Scarborough warning for new gtld registrants as government objections published
It's · · · — — — · · · for new gtld registrants now government objections have been published. ICANN's Government Advisory Committee has published a list of 'Early Warnings' by national governments to around 250 of the requested new gtlds.
The list indicates which country has objected and provides brief details of the grounds for doing so. Curiously, almost half of the objections were filed by Australia, including against .attorney and .lawyer. The reason given is that the use of these terms is restricted and the applicant for the new gtld has not satisfied the relevant authorities that it qualifies to be able to use the term. The warning states:
Consumer protection: The string [.attorney/.lawyer] is linked to a regulated market sector, and [applicant] does not appear to have proposed sufficient mechanisms to minimise potential consumer harm.

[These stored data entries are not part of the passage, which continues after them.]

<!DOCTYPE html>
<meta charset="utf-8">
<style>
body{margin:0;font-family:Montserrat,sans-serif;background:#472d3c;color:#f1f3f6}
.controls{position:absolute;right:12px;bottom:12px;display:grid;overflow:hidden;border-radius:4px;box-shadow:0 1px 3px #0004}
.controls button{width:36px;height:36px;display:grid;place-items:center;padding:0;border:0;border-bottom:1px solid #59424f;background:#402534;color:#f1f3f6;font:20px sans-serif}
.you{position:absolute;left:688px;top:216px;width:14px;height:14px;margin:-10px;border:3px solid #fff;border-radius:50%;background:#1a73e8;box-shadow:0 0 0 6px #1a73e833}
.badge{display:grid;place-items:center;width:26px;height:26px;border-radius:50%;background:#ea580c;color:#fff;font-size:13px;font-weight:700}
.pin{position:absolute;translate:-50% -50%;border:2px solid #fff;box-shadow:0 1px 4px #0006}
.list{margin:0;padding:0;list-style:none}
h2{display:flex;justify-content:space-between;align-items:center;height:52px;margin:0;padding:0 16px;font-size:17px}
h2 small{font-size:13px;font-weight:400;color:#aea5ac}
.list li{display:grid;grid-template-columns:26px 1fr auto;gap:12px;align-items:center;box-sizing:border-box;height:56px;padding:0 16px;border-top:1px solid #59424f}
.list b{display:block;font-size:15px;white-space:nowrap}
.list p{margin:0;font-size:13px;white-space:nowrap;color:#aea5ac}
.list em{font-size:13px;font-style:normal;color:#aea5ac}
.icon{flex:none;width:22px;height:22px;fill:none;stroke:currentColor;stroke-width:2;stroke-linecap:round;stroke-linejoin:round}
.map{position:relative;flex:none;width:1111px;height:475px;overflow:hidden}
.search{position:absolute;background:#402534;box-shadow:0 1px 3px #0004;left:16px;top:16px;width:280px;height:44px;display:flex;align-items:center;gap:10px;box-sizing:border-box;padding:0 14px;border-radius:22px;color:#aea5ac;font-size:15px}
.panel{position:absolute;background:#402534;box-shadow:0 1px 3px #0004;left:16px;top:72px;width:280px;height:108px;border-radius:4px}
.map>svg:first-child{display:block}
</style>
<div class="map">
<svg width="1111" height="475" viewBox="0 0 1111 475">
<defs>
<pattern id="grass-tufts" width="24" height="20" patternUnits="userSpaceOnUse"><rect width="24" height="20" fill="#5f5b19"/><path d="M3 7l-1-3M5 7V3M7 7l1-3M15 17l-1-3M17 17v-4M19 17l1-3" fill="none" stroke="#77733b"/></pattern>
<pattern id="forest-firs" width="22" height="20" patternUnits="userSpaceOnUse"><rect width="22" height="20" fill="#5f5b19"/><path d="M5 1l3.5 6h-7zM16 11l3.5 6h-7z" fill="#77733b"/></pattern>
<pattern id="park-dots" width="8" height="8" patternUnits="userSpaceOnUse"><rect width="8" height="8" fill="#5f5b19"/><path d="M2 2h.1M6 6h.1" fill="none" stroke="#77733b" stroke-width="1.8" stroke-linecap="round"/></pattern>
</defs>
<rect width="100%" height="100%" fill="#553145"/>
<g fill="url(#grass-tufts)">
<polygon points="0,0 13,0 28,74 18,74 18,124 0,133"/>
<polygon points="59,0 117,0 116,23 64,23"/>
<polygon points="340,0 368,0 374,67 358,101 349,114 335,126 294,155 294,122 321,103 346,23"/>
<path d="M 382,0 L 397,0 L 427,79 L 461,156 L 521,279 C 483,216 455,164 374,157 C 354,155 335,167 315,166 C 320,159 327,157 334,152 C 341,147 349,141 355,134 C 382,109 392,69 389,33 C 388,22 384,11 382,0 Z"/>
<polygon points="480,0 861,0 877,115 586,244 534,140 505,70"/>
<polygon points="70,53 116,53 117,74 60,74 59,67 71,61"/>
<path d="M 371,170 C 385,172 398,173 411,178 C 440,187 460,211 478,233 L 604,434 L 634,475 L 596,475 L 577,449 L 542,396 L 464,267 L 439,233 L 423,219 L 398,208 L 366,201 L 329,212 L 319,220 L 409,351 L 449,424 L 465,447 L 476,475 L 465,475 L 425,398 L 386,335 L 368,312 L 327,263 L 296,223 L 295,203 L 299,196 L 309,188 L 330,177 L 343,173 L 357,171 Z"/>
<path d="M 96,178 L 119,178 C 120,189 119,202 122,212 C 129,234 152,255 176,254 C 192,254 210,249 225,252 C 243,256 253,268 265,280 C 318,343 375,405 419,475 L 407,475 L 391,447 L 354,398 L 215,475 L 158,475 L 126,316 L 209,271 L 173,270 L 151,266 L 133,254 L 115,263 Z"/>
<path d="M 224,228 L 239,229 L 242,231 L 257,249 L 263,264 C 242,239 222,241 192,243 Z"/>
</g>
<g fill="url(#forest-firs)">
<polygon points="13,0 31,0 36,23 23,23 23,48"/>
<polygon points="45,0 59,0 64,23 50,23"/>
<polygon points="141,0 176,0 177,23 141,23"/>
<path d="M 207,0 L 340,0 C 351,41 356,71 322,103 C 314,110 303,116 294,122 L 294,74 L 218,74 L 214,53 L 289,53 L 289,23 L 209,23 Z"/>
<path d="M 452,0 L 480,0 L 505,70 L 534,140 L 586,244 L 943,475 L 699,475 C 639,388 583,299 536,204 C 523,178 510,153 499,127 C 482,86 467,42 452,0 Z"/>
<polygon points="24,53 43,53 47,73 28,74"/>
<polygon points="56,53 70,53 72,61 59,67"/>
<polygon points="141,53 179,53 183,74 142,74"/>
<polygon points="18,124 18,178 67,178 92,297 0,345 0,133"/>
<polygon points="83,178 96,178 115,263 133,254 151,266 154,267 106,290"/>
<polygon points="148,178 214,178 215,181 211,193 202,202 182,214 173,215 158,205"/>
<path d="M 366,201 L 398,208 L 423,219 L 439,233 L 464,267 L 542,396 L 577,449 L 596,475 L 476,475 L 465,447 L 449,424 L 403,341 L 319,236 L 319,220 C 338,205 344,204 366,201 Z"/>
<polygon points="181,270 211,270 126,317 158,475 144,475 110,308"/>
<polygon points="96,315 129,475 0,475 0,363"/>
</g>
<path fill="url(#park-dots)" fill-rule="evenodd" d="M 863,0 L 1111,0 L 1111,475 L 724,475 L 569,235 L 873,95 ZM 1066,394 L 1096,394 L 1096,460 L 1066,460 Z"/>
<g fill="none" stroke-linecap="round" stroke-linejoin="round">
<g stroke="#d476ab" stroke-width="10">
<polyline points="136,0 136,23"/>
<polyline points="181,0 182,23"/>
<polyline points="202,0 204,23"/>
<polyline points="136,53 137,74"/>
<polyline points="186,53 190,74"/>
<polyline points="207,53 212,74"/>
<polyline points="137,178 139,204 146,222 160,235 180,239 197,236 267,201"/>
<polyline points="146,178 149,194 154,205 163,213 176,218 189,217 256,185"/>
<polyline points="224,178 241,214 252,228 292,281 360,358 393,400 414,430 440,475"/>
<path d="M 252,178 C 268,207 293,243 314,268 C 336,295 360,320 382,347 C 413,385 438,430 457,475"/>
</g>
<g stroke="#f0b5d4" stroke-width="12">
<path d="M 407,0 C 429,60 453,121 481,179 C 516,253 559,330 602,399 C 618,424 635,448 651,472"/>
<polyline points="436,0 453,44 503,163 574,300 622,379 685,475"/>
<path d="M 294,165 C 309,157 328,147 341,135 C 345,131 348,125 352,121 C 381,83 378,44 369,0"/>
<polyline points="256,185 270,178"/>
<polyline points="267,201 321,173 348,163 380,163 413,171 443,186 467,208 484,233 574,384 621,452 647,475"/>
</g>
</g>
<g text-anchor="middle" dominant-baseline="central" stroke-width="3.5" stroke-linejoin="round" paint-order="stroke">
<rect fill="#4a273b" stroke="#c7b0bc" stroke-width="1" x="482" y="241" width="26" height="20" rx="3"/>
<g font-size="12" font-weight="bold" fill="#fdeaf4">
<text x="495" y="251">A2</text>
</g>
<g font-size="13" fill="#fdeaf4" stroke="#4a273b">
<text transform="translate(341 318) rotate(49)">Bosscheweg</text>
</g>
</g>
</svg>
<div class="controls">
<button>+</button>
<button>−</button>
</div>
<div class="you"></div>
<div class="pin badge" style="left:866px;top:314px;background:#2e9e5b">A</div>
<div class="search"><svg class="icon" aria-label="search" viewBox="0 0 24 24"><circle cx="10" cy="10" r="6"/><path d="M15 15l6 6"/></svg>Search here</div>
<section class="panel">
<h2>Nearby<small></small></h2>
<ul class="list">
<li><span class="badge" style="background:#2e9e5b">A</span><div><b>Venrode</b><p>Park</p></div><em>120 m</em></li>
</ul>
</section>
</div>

I'll just wait over here. |
Applicants now have a 21-day period in which to respond. If they choose to withdraw their application then they will receive a US$138,000 refund (80% of the fee) [that's still a disbursement cost of US$34,500 to get this far, the same as just over 200 UK trade mark applications - Merpel].
This Kat thinks it odd that only Australia raised objections based on use of the restricted terms 'lawyer' and 'attorney' and wonders if these should be added to the UK's sensitive terms list. This is contained in the Companies Act 2006 (which replaced the Business Names Act 1985) and, pursuant to section 55, requires businesses to, for example, seek the permission of the Secretary of State for Business, Enterprise & Regulatory Reform before using the term Patent, Registered or Sheffield in a business name. For those not wishing to analyse The Company, Limited Liability Partnership and Business Names (Sensitive Words and Expressions) Regulations 2009, fortunately, Companies House has produced this neat guide here.
I wonder if my horoscope has the answer. |
If .lawyer and .attorney are ultimately only directed at non-Australian consumers then the warning might seem a bit over the top; if they are not, then presumably each country will have to take steps to enforce their domestic legislation on sensitive terms [you assume that the applicant is Australian or that ICANN will implement a suitable legal mechanism to allow blocking and/or suspension].
This Kat wonders what will happen next. The objections are not binding on ICANN which seems keen to launch by May 2013 and the applicants have invested so much to get this far. The battle lines are drawn. A scrum seems inevitable.